- **GIVEN INFORMATION**:

******

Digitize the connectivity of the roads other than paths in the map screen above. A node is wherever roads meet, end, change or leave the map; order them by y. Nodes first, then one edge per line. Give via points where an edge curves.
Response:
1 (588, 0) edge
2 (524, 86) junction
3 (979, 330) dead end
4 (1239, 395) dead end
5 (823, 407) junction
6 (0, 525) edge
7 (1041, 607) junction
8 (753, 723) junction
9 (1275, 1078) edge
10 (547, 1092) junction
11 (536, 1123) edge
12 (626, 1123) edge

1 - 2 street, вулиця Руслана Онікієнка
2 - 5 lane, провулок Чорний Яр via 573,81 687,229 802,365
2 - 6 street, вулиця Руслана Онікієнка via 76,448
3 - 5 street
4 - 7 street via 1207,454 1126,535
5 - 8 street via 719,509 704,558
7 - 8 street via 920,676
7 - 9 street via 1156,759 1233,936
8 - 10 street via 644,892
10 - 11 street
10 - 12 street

******

- **EXERCISE PROMPT**:
Could the data above be returned exactly as it stands?

- **FINISHED TASK**:
Digitize the connectivity of the roads other than paths in the map screen above. A node is wherever roads meet, end, change or leave the map; order them by y. Nodes first, then one edge per line. Give via points where an edge curves.
Response:
1 (588, 0) edge
2 (524, 86) junction
3 (979, 330) dead end
4 (1239, 395) dead end
5 (823, 407) junction
6 (0, 525) edge
7 (1041, 607) junction
8 (753, 723) junction
9 (1275, 1078) edge
10 (547, 1092) junction
11 (536, 1123) edge
12 (626, 1123) edge

1 - 2 street, вулиця Руслана Онікієнка
2 - 5 lane, провулок Чорний Яр via 573,81 687,229 802,365
2 - 6 street, вулиця Руслана Онікієнка via 76,448
3 - 5 street
4 - 7 street via 1207,454 1126,535
5 - 8 street via 719,509 704,558
7 - 8 street via 920,676
7 - 9 street via 1156,759 1233,936
8 - 10 street via 644,892
10 - 11 street
10 - 12 street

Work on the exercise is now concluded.